Implement a simple RAG pipeline that:
1) Retrieves the top-k documents for a user query using your vector index.
2) Builds a prompt that includes the query and the retrieved document snippets.
3) Uses a text generation model (your choice) to produce an answer grounded in the retrieved snippets.

- Implement a function `rag_answer(query: str, k: int = 5) -> str`.
- Keep the prompt simple and state clearly that the model should rely on the provided context.


In [None]:

# TODO: Implement a minimal RAG pipeline.
import numpy as np
from transformers import AutoTokenizer, AutoModelForSeq2SeqLM, pipeline

# --- retrieval over pre-normalized embeddings X ---
def retrieve_topk(query: str, k: int = 5):
    idx, scores = topk_search(query, k)                 # reuse
    hits = [(float(scores[i]), ids[idx[i]]) for i in range(len(idx))]
    docs = [(s, doc_id, documents[doc_id]) for s, doc_id in hits]
    return docs

# --- prompt builder ---
def build_prompt(query: str, docs, char_limit=2000):
    ctx_parts, used = [], 0
    for j, (_, doc_id, text) in enumerate(docs, 1):
        chunk = text[: min(len(text), max(0, char_limit - used))]
        ctx_parts.append(f"[Doc {j} | id={doc_id}]\n{chunk}")
        used += len(chunk)
        if used >= char_limit: break
    context = "\n\n".join(ctx_parts)
    return (
        "You are a helpful assistant. Answer ONLY using the provided context.\n\n"
        f"Question:\n{query}\n\nContext:\n{context}\n\nAnswer:"
    )

# --- generation model (free, small) ---
gen_name = "google/flan-t5-base"
tok = AutoTokenizer.from_pretrained(gen_name)
gen = AutoModelForSeq2SeqLM.from_pretrained(gen_name)
t5 = pipeline("text2text-generation", model=gen, tokenizer=tok, device=-1)

# --- RAG end-to-end ---
def rag_answer(query: str, k: int = 5, max_new_tokens: int = 256):
    docs = retrieve_topk(query, k=k)
    prompt = build_prompt(query, docs)
    out = t5(prompt, max_new_tokens=max_new_tokens, do_sample=False, truncation=True)[0]["generated_text"]
    return out, docs

# Example:
answer, evidence = rag_answer("How do people feel about their jobs?", k=5)
print(answer)


Device set to use cpu


unrealistic expectations for a job, feelings of inadequacy or lack of confidence, and inattention to details of the jobs or of the job search


_*Comment from me:* The quality of the response is seriously limited by the model being so small._

## 4.6 – Evaluation

Use the following queries for your evaluation. For each query:

- Run `dense_search(query, k=5)` to retrieve relevant documents.
- Use `rag_answer(query, k=5)` to generate an answer using the top-5 retrieved documents.

**Queries:**
1. How do people deal with breakups?
2. What do bloggers write about their daily routines?
3. How do people feel about their jobs?


In [27]:
# Do not change this code
queries = [
    "How do people deal with breakups?",
    "What do bloggers write about their daily routines?",
    "How do people feel about their jobs?"
]

In [31]:
# TODO: Run and report your evaluation as described above.

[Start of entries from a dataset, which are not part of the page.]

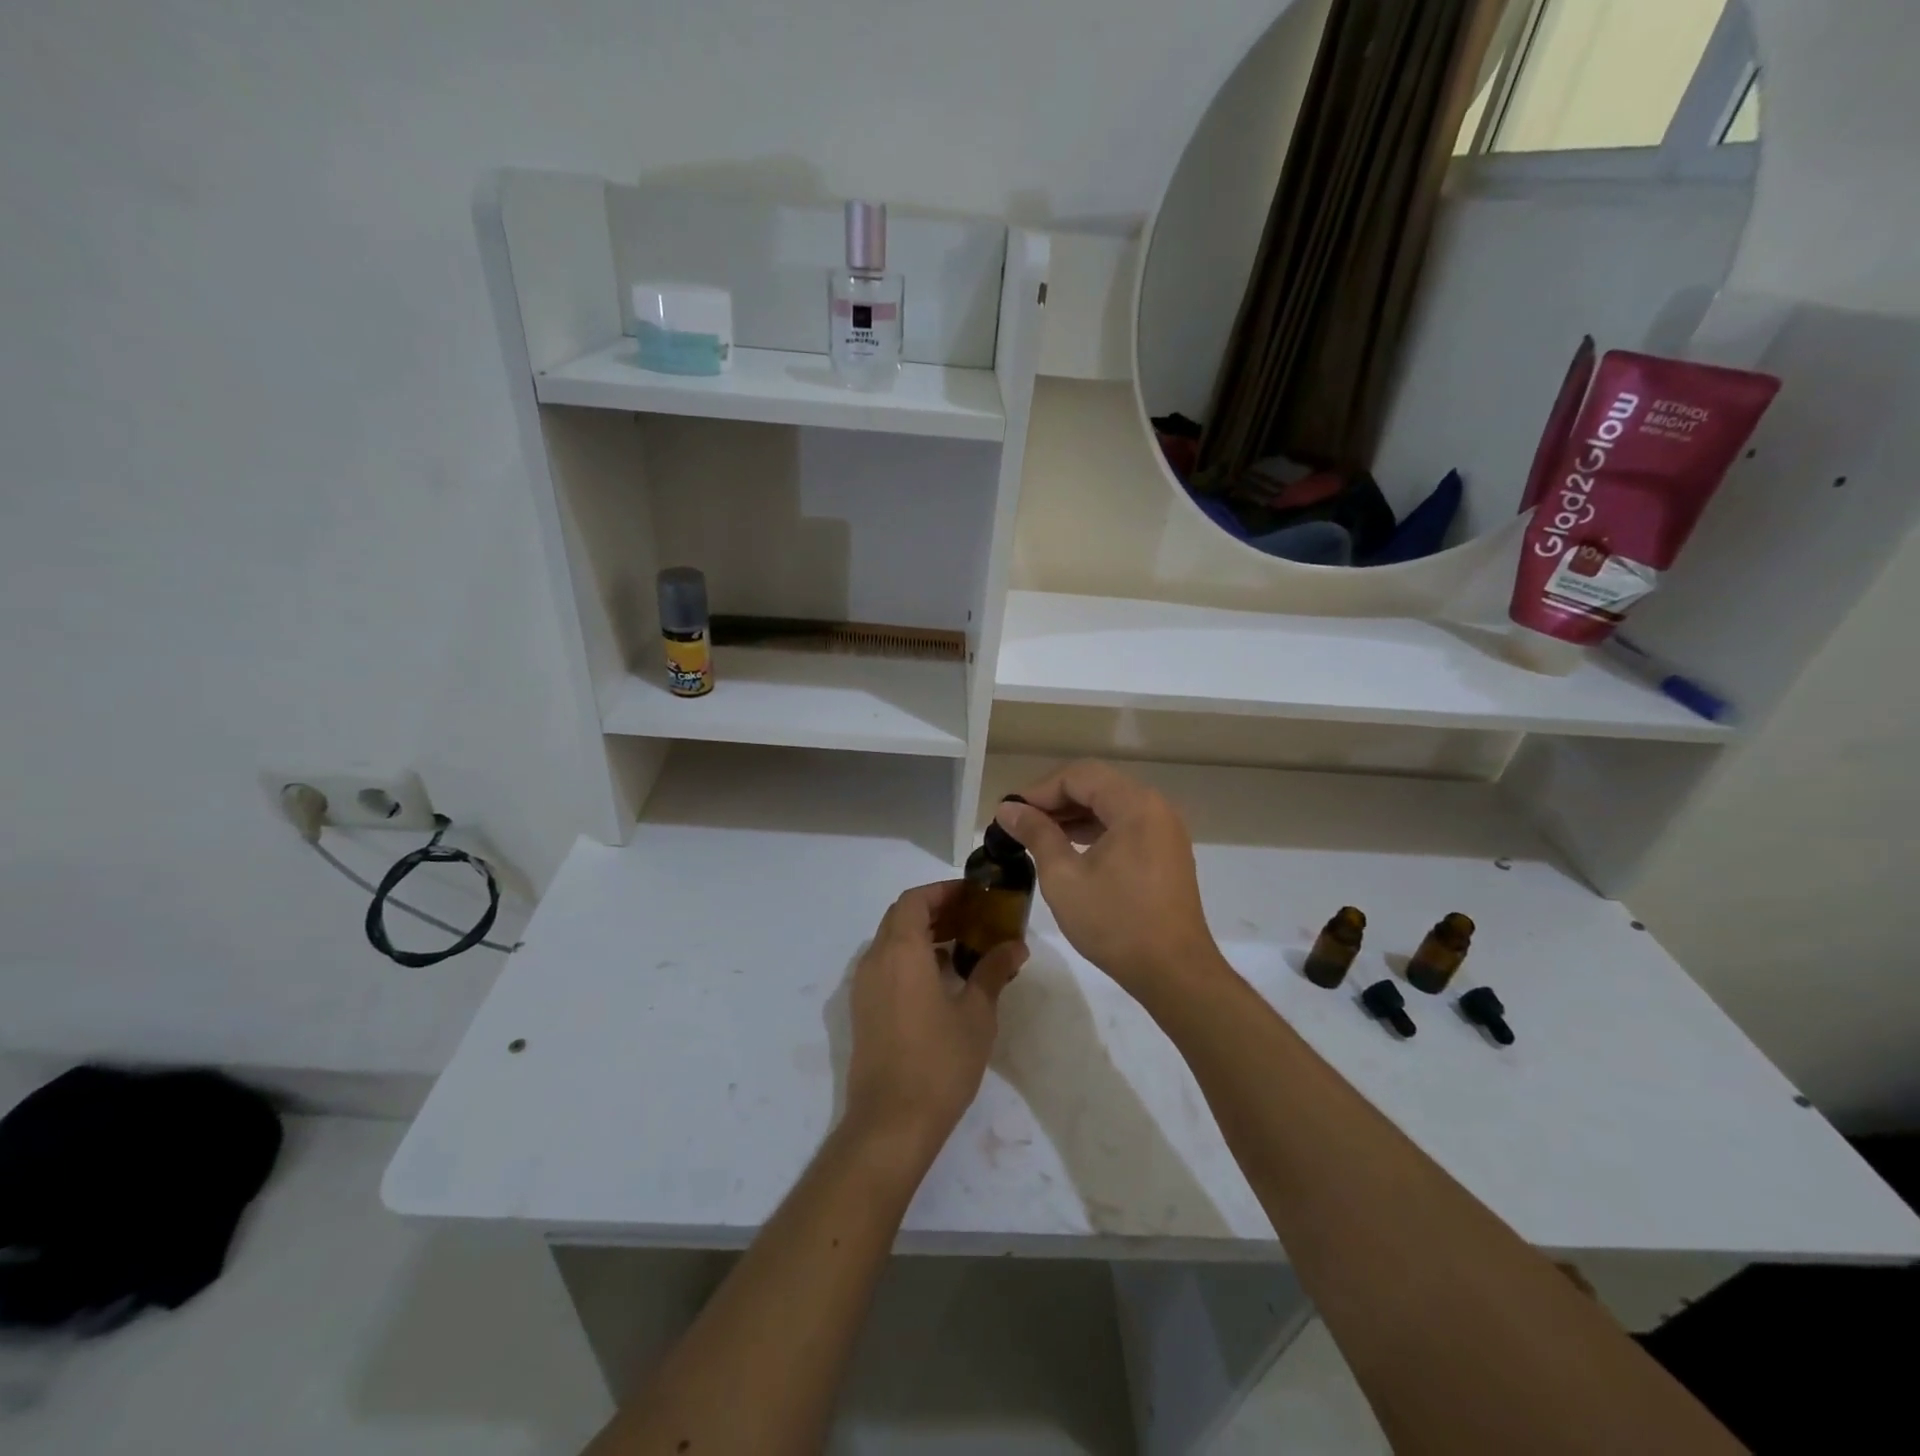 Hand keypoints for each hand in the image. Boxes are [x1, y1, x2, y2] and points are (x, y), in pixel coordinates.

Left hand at [842, 881, 1026, 1161]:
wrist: (891, 1122)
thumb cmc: (939, 1062)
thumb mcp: (976, 1014)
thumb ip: (993, 972)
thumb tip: (1016, 945)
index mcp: (901, 951)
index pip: (915, 900)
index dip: (942, 891)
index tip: (972, 895)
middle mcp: (875, 960)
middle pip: (901, 917)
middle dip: (935, 910)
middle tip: (972, 917)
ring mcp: (864, 986)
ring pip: (891, 941)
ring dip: (922, 934)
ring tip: (962, 946)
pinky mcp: (863, 1010)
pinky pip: (885, 966)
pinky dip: (910, 958)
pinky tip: (940, 979)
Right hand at [997, 761, 1221, 999]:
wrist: (1174, 972)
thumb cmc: (1116, 922)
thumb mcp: (1064, 877)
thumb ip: (1036, 834)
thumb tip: (1008, 808)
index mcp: (1135, 805)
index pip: (1079, 776)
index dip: (1039, 790)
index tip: (1009, 812)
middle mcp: (1156, 807)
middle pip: (1097, 785)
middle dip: (1055, 800)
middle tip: (1019, 822)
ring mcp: (1165, 830)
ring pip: (1111, 805)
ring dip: (1074, 814)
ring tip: (1037, 834)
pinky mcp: (1166, 852)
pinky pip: (1126, 825)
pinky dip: (1096, 830)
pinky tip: (1070, 848) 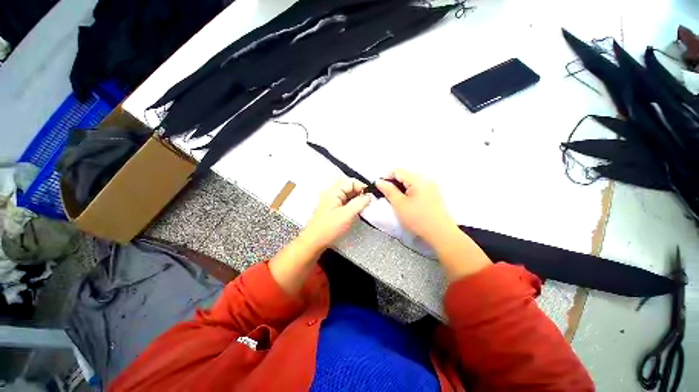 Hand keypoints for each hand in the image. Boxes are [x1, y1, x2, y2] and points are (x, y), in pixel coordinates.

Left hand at [301, 177, 370, 249]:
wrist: (314, 242)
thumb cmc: (329, 228)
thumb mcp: (347, 214)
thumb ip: (359, 203)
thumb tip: (368, 196)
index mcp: (333, 191)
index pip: (350, 181)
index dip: (361, 186)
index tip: (369, 196)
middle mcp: (330, 193)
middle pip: (347, 186)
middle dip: (359, 191)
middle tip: (366, 201)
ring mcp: (330, 200)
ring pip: (346, 193)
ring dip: (355, 197)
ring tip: (362, 206)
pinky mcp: (331, 208)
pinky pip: (343, 200)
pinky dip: (351, 203)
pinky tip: (355, 210)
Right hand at [376, 169, 455, 246]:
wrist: (441, 234)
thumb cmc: (418, 219)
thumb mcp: (399, 204)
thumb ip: (388, 190)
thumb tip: (379, 181)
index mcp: (418, 179)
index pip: (398, 171)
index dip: (386, 176)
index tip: (378, 187)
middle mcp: (426, 179)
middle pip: (405, 174)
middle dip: (393, 182)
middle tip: (385, 193)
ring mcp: (431, 186)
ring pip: (411, 181)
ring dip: (400, 187)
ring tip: (394, 198)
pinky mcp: (433, 193)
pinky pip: (417, 187)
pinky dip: (408, 191)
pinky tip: (405, 200)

def run_batch_evaluation(queries, k=5):
    for i, query in enumerate(queries, 1):
        print("=" * 100)
        print(f"Q{i}: {query}")
        print("-" * 100)

        top_k = dense_search(query, k=k)
        print(f"Top-{k} retrieved indices:", top_k)
        print("\nTop retrieved snippets:")
        for idx in top_k:
            id = ids[idx]
            snippet = documents[id]
            print(f"[{idx}] {snippet[:200]}...\n")

        print("RAG answer:\n")
        answer = rag_answer(query, k=k)
        print(answer)
        print("\n")

# Run the evaluation
run_batch_evaluation(queries, k=5)

Q1: How do people deal with breakups?
----------------------------------------------------------------------------------------------------
Top-5 retrieved indices: [2575, 4830, 2691, 3674, 4802]

Top retrieved snippets:
[2575] Why do my ex-boyfriends always feel the need to keep in touch? Does this happen to anyone else? Particularly perplexing are the calls and emails from the ones who dumped me...didn't they want out in t...

[4830] i've got what i want... she wont call or contact me anymore... so the games finally over and its time to rebuild, recoup, find happiness alone, and then venture off into the world again as a stronger ...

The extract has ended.